- _WHAT THE TASK ASKS_
Lines in the entries below where the word "النبى" shows up should each be copied.

- _MATERIAL SUPPLIED_
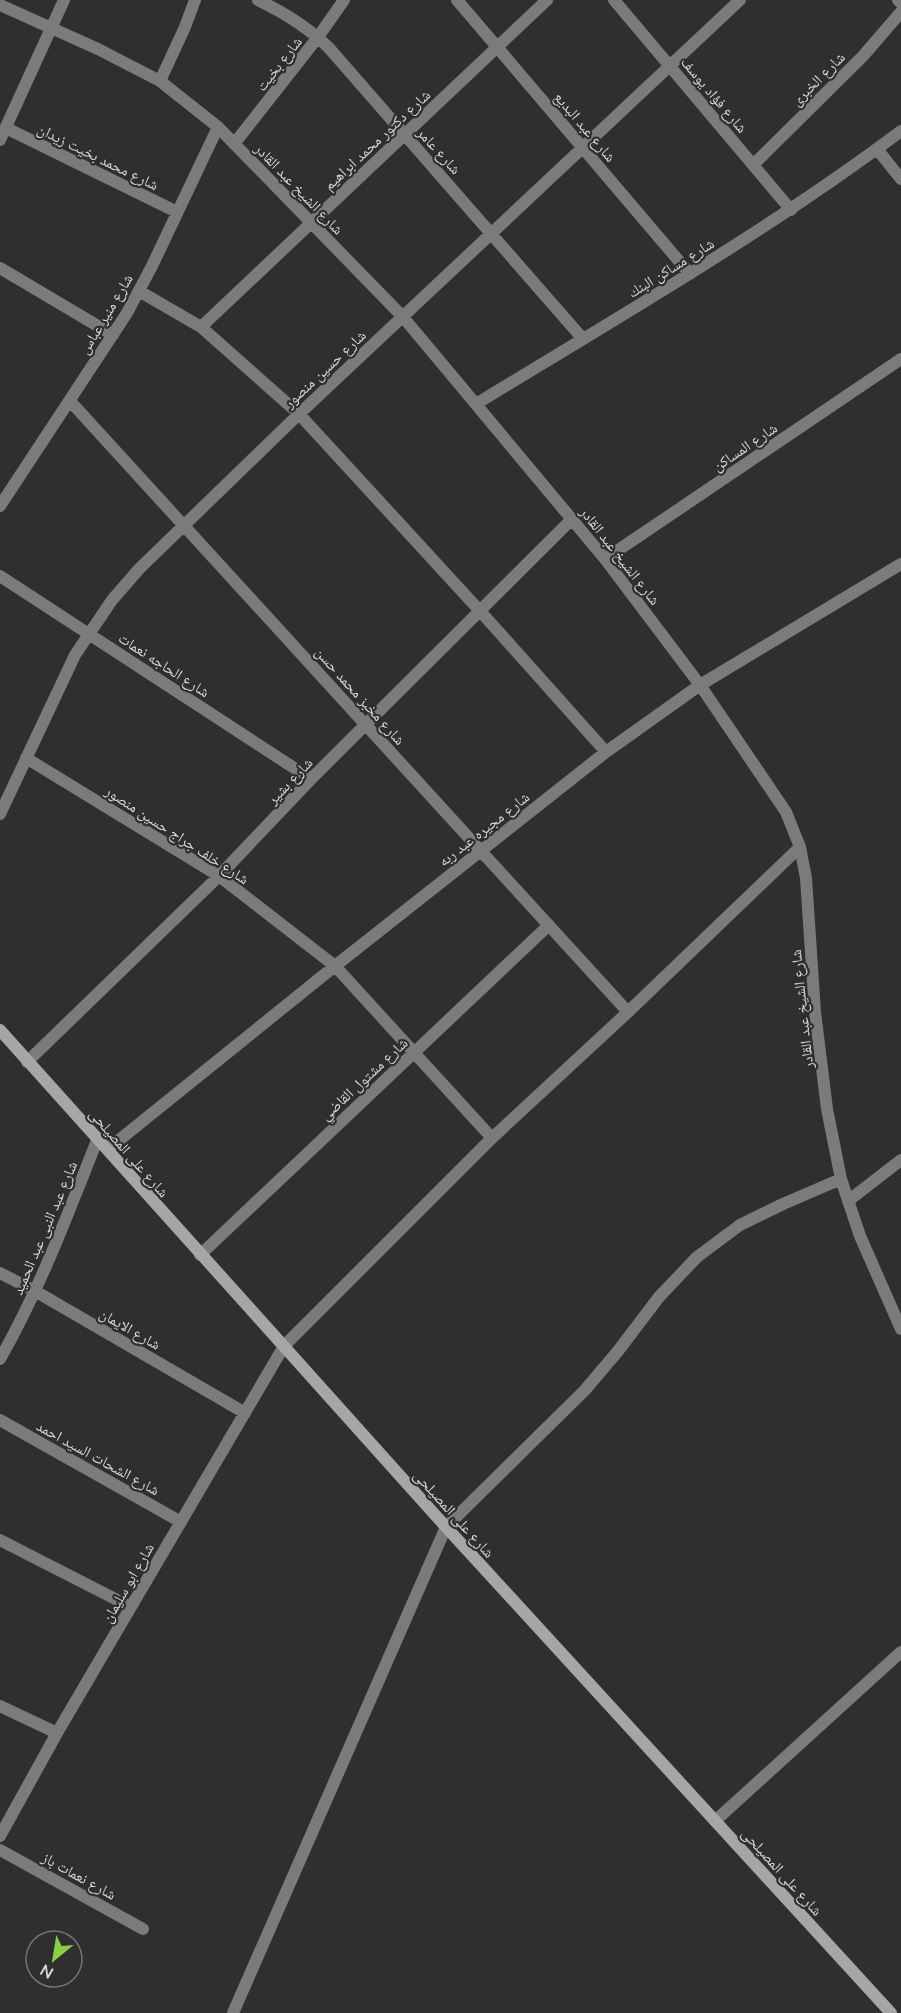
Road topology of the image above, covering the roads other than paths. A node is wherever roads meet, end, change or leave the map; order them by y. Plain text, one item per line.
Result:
1 (63, 0) edge
2 (195, 0) edge
3 (258, 0) edge
4 (344, 0) edge
5 (457, 0) edge
6 (547, 0) edge
7 (614, 0) edge
8 (740, 0) edge
9 (0, 5) edge
10 (901, 12) edge
11 (50, 28) junction
12 (318, 37) junction
13 (497, 47) junction
14 (670, 66) junction
15 (160, 81) junction
16 (218, 127) junction
17 (6, 128) junction
18 (901, 131) edge
19 (405, 134) junction
20 (0, 141) edge
21 (234, 144) junction
22 (583, 148) junction
23 (877, 149) junction
24 (753, 165) junction
25 (901, 179) edge
26 (791, 210) junction
27 (177, 212) junction
28 (311, 223) junction
29 (493, 234) junction
30 (0, 268) edge
31 (690, 274) junction
32 (139, 291) junction
33 (403, 317) junction
34 (201, 327) junction
35 (113, 335) junction
36 (583, 339) junction
37 (901, 359) edge
38 (70, 401) junction
39 (476, 404) junction
40 (298, 414) junction
41 (0, 506) edge
42 (572, 519) junction
43 (184, 526) junction
44 (605, 560) junction
45 (901, 564) edge
46 (0, 576) edge
47 (480, 611) junction
48 (88, 633) junction
49 (700, 686) junction
50 (366, 724) junction
51 (606, 753) junction
52 (27, 758) junction
53 (311, 779) junction
54 (0, 814) edge
55 (800, 847) junction
56 (481, 851) junction
57 (219, 876) junction
58 (549, 925) junction
59 (335, 966) junction
60 (628, 1012) junction
61 (0, 1030) edge
62 (415, 1052) junction
63 (27, 1062) junction
64 (98, 1138) junction
65 (492, 1138) junction
66 (108, 1149) junction
67 (901, 1160) edge
68 (841, 1179) junction
69 (848, 1201) junction
70 (200, 1255) junction
71 (0, 1273) edge
72 (35, 1291) junction
73 (901, 1329) edge
74 (284, 1346) junction
75 (0, 1359) edge
76 (244, 1413) junction
77 (0, 1420) edge
78 (181, 1522) junction
79 (446, 1527) junction
80 (0, 1540) edge
81 (131, 1607) junction
82 (901, 1652) edge
83 (0, 1706) edge
84 (57, 1734) junction
85 (715, 1821) junction
86 (0, 1836) edge
87 (0, 1850) edge
88 (143, 1929) dead end
89 (233, 2013) edge
90 (891, 2013) edge

1 - 11 street
2 - 15 street
3 - 12 street, شارع عامر
4 - 12 street, شارع بخيت
5 - 13 street, شارع عبد البديع
6 - 13 street, شارع دكتور محمد ابراهيم
7 - 14 street, شارع فؤاد يوسف
8 - 14 street, شارع حسين منصور
9 - 11 street, شارع الشيخ عبد القادر
10 - 24 street, شارع الخبرى
11 - 15 street, شارع الشيخ عبد القادر
11 - 17 street
12 - 19 street, شارع عامر
12 - 21 street, شارع بخيت
13 - 19 street, شارع دكتور محمد ابراهيم
13 - 22 street, شارع عبد البديع
14 - 22 street, شارع حسين منصور
14 - 24 street, شارع فؤاد يوسف
15 - 16 street, شارع الشيخ عبد القادر
16 - 21 street, شارع الشيخ عبد القادر
16 - 27 street, شارع منير عباس
17 - 20 street
17 - 27 street, شارع محمد بخيت زيدان
18 - 23 street, شارع مساكن البنك
19 - 28 street, شارع دكتور محمد ابراهيم
19 - 29 street, شارع عامر
21 - 28 street, شارع الشيخ عبد القادر
22 - 29 street, شارع حسين منصور
22 - 31 street, شارع عبد البديع
23 - 25 street
23 - 26 street, شارع مساكن البنك
24 - 26 street, شارع فؤاد يوسف
26 - 31 street, شارع مساكن البنك
27 - 32 street, شارع منير عباس
28 - 33 street, شارع الشيخ عبد القادر
28 - 34 street, شارع دكتور محمد ابراهيم
29 - 33 street, شارع حسين منصور
29 - 36 street, شارع عامر
30 - 35 street
31 - 36 street, شارع مساكن البنك
32 - 34 street
32 - 35 street, شارع منير عباس
33 - 39 street, شارع الشيخ عبد القادر
33 - 40 street, شارع حسين منصور
34 - 40 street
35 - 38 street, شارع منير عباس
36 - 39 street, شارع مساكن البنك
37 - 44 street, شارع المساكن
38 - 41 street, شارع منير عباس
38 - 43 street, شارع مخبز محمد حسن
39 - 42 street, شارع الشيخ عبد القادر
40 - 43 street, شارع حسين منصور
40 - 47 street
42 - 44 street, شارع الشيخ عبد القادر
42 - 47 street, شارع بشير
43 - 48 street, شارع حسين منصور
43 - 50 street, شارع مخبز محمد حسن
44 - 49 street, شارع الشيخ عبد القادر
45 - 49 street, شارع مجيره عبد ربه
46 - 48 street, شارع الحاجه نعمات
47 - 50 street, شارع بشير
47 - 51 street
48 - 52 street, شارع حسين منصور
48 - 53 street, شارع الحاجه نعمات
49 - 51 street, شارع مجيره عبد ربه
49 - 55 street, شارع الشيخ عبد القادر
50 - 53 street, شارع بشير
50 - 56 street, شارع مخبز محمد حسن
51 - 56 street, شارع مجيره عبد ربه
52 - 54 street, شارع حسين منصور
52 - 57 street, شارع خلف جراج حسين منصور
53 - 57 street, شارع بشير
55 - 60 street, شارع ابو سليمان
55 - 68 street, شارع الشيخ عبد القادر
56 - 58 street, شارع مخبز محمد حسن
56 - 59 street, شارع مجيره عبد ربه
57 - 59 street, شارع خلف جراج حسين منصور
57 - 63 street, شارع بشير
58 - 60 street, شارع مخبز محمد حسن
58 - 62 street, شارع مشتول القاضي
59 - 62 street, شارع خلف جراج حسين منصور
59 - 66 street, شارع مجيره عبد ربه
60 - 65 street, شارع ابو سليمان
61 - 63 street, شارع على المصيلحى
62 - 65 street, شارع خلف جراج حسين منصور
62 - 70 street, شارع مشتول القاضي
63 - 64 street, شارع على المصيلحى
64 - 66 street, شارع على المصيلحى
64 - 72 street, شارع عبد النبى عبد الحميد
65 - 74 street, شارع ابو سليمان
66 - 70 street, شارع على المصيلحى
67 - 69 street
68 - 69 street, شارع الشيخ عبد القادر
68 - 79 street
69 - 73 street, شارع الشيخ عبد القادر
70 - 74 street, شارع على المصيلحى
71 - 72 street, شارع الايمان
72 - 75 street, شارع عبد النبى عبد الحميد
72 - 76 street, شارع الايمان
74 - 76 street, شارع ابو سليمان
74 - 79 street, شارع على المصيلحى
76 - 78 street, شارع ابو سليمان
77 - 78 street, شارع الشحات السيد احمد
78 - 81 street, شارع ابو سليمان
79 - 85 street, شارع على المصيلحى
79 - 89 street
80 - 81 street
81 - 84 street, شارع ابو سليمان
82 - 85 street
83 - 84 street
84 - 86 street, شارع ابو سليمان
85 - 90 street, شارع على المصيلحى
87 - 88 street, شارع نعمات باز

- _ANSWER TO THIS PROBLEM_
64 - 72 street, شارع عبد النبى عبد الحميد
72 - 75 street, شارع عبد النبى عبد الحميد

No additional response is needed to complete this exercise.